Even though there are a lot of low-income people who may not be able to afford multi-channel video (cable TV), there is still a high proportion of people subscribing to the service. And people are not leaving in huge numbers. The big difference between TV and broadband is that to watch TV, you don't have to be literate. The same is true of phone service. You don't need to be literate to use a cell phone, so penetration of those services is higher. But to use broadband for things, such as getting access to public services, health care, job training, etc., a basic level of literacy is necessary. It requires a skill set. And teaching people those skills is a serious effort. So price is a piece of it, but literacy and relevance are also aspects too.

This is so much sophistry. Moreover, even if one accepts Levin's false dichotomy between Internet applications on one hand and voice and video on the other, it would argue for a bigger push to deploy fiber optic telecom infrastructure since video requires the "fat pipe" bandwidth fiber can provide.

Sunday, October 31, 2010

National Broadband Plan overly reliant on wireline, author says

Blair Levin, the Aspen Institute fellow who served as lead author of the U.S. Federal Communications Commission's National Broadband Plan before leaving the FCC this summer, told PCWorld last week the plan is flawed because it places too much emphasis on making landline Internet protocol-based telecommunications service accessible to all Americans.

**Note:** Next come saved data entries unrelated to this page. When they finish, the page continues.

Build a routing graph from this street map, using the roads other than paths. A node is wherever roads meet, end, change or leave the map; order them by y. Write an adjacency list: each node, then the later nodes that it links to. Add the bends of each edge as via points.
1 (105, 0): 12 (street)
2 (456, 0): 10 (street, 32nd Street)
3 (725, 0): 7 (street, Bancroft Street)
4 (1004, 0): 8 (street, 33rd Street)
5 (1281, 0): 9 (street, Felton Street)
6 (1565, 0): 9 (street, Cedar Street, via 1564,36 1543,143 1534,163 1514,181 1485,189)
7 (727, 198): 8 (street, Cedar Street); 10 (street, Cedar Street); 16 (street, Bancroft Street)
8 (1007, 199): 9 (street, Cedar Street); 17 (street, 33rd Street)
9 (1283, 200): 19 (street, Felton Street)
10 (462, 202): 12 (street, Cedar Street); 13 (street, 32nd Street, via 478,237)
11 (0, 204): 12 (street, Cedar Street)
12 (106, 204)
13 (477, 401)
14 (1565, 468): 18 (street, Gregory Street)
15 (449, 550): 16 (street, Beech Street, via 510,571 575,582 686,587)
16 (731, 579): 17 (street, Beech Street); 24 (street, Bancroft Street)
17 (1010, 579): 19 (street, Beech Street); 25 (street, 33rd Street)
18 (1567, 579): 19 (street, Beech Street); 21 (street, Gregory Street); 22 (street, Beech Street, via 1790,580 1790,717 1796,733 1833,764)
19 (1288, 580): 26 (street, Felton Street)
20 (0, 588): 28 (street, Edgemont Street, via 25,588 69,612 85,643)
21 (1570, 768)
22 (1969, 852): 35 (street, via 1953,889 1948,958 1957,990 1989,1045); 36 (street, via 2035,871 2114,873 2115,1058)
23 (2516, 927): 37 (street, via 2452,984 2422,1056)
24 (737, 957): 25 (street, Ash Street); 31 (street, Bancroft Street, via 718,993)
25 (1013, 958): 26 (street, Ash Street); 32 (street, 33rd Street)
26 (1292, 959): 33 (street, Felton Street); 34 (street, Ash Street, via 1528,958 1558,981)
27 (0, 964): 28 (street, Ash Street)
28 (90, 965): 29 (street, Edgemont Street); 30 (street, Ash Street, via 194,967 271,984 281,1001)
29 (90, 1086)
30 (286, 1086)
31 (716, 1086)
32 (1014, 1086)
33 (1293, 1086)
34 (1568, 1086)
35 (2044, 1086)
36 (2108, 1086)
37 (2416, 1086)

"One of the problems we were running up against and that we should've been clearer about is that the conventional wisdom says the primary metric for measuring the validity or power of a national broadband plan is the speed of the wireline network to the most rural of residents," Levin is quoted as saying. "That way of looking at the problem is entirely wrong, is profoundly wrong -- almost every word in the sentence I just uttered is wrong. And we should've done a better job of explaining that."

If Levin could go back and rewrite the plan, landline and wireless technology would be framed synergistically, working in conjunction with each other to make a more complete telecommunications infrastructure that meets the National Broadband Plan's objective of expanding service availability to all Americans.

On this point, I agree with Levin. Until the last and middle miles of the U.S. telecommunications infrastructure can be fully upgraded to fiber, wireless has an important but interim role to play since it can be deployed more quickly than wireline plant. That's a very important consideration given that the FCC reported in late July that between 14 and 24 million Americans "still lack access to broadband, and the immediate prospects for deployment to them are bleak."

However, if Levin sees wireless connectivity as a replacement for fiber, I disagree. Wireless telecommunications is largely designed for mobile use and not to serve premises. Wireless also lacks fiber's ability to handle the exploding demand for bandwidth. There is no field-proven wireless technology that matches fiber's capacity to accommodate that growth.

As Tim Nulty, who believes fiber to the premises can pencil out even in rural areas, put it in a 2008 interview, fiber optic plant is to wireless as jumbo jets are to helicopters. "Think about 747s and helicopters,” Nulty told The Progressive magazine. “Helicopters are marvelous when they’re used for what they’re good at. But you don’t use them to fly thousands of people between Boston and Chicago. For that you need 747s.”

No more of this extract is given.